Who else is keeping track of illegal-defense violations committed in the last 24 seconds of a period? Find another media guide that lists the top shot-blocking guards last season. Or one that tracks teams’ records when a starter is missing from the lineup. Thanks to Pollack’s research, we can report that 12 of the previous 16 NBA champions have had a player named Johnson on the roster.
“We use his press guide as a reference source,” says Bob Rosen, who has spent 31 years at the Elias Sports Bureau, the NBA’s official statistician. “I have to admit, I’m a little bit in awe of everything he has in that book.
Pollack was the first statistician to keep track of dunks, a by-product of the high-flying 1976-77 Sixers, who boasted slammers like Julius Erving, George McGinnis, and Lloyd (later World B.) Free. Pollack tabulates how visiting teams do when certain referees call the games, a figure the NBA won’t let him print.
“I give that stat to my general manager and certain friends around the league, though,” Pollack says.
He even projects 48-minute scoring, rebounding, shooting, turnover, and assist figures for each player in the league. And he can tell you which players scored the most points by quarter last season.
“Harvey has revolutionized the industry,” says Orlando president Pat Williams, Sixers GM from 1974-86. “He has brought a certain sophistication and imagination to statistics that would never have been there without him.”
So, you can imagine why Pollack gets a little upset when he assesses the competition. The man has high standards, evident as he continues through the rival media guide. “Look how big the print is,” he says. “Sure, this book may have more pages than mine, but I have a lot more stuff. Some teams leave a bunch of pages empty in the back for reporters to make notes. They do that because they don’t have anything else to put in.”
Since he was named head statistician for the Philadelphia Warriors at the NBA’s inception in 1946, Pollack has always had something to add. And add. And add. What began as a simple exercise of keeping points and fouls has ballooned into a numerical compulsion. The 71-year-old ball of energy exalts in the trivial, finds great import in the minuscule, and searches for the arcane. He and his staff of part-timers and interns comb each of the 1,107 NBA play-by-play sheets and box scores each season for facts and figures few would even imagine, much less chronicle.
For instance, Indiana guard Reggie Miller played 50 minutes of an overtime game last December 15 and didn’t commit a turnover. Cleveland’s Mark Price had the year’s biggest 0-fer, firing 11 blanks against Detroit on March 28. Sixteen different players started every game last season, and 44 played in every contest.
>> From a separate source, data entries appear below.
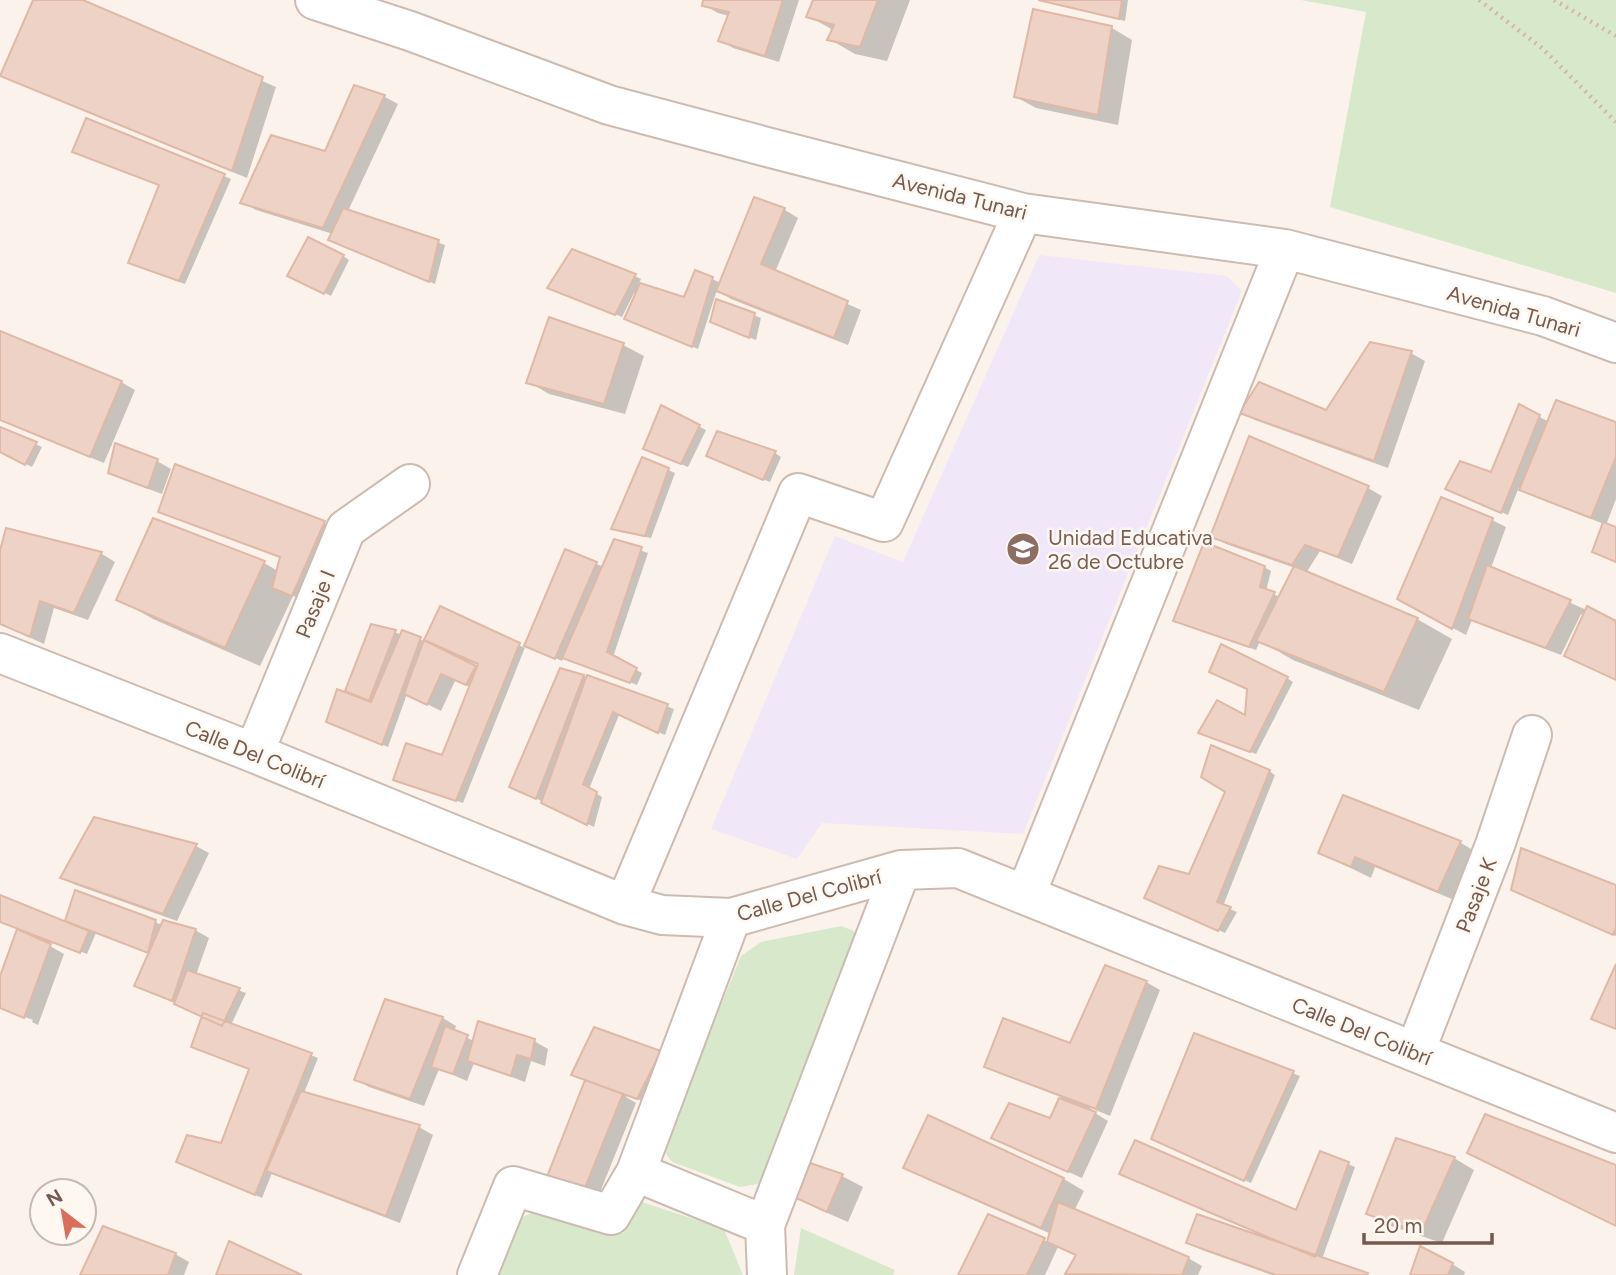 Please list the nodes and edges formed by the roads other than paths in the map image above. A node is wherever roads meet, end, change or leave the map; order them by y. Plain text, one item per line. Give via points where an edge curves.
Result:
1 (315, 0) edge
2 (1023, 213) junction
3 (1285, 250) junction
4 (1616, 343) edge
5 (410, 484) dead end
6 (0, 653) edge
7 (1532, 735) dead end
8 (254, 753) junction
9 (901, 870) junction
10 (1026, 894) junction
11 (625, 905) junction
12 (731, 918) junction
13 (1415, 1052) junction
14 (1616, 1133) edge
15 (636, 1172) junction
16 (765, 1225) junction
17 (477, 1275) edge
18 (767, 1275) edge

1 - 2 street, Avenida Tunari via 609,105
2 - 3 street, Avenida Tunari
2 - 11 street via 884,522 798,493
3 - 4 street, Avenida Tunari via 1543,316
3 - 10 street
5 - 8 street, Pasaje I via 346,529
6 - 8 street, Calle Del Colibrí
7 - 13 street, Pasaje K
8 - 11 street, Calle Del Colibrí
9 - 10 street, Calle Del Colibrí via 958,868
9 - 12 street, Calle Del Colibrí
9 - 16 street
10 - 13 street, Calle Del Colibrí
11 - 12 street, Calle Del Colibrí via 662,915
12 - 15 street
13 - 14 street, Calle Del Colibrí
15 - 16 street
15 - 17 street via 611,1215 513,1186
16 - 18 street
“He has taken stat keeping to new heights in the NBA,” says Brian McIntyre, the league’s VP of public relations. “He is the grandfather of statistics in the NBA. What he comes up with is amazing.”
There’s more. Much more. The 1992-93 Sixers book contains 288 pages, and Pollack expects this season’s addition to hit 300. Every year since 1968, when an NBA rule mandated that each team publish a media guide, Pollack’s annual statistical masterpiece has grown—with one exception.
In 1979-80, a bean-counting business manager limited the guide to a mere 72 pages. “I didn’t even have room for all my Sixers material in 72 pages,” Pollack says. Undaunted, Pollack continued to accumulate information. The following season, the stat Scrooge was bounced, and the page count continued to grow.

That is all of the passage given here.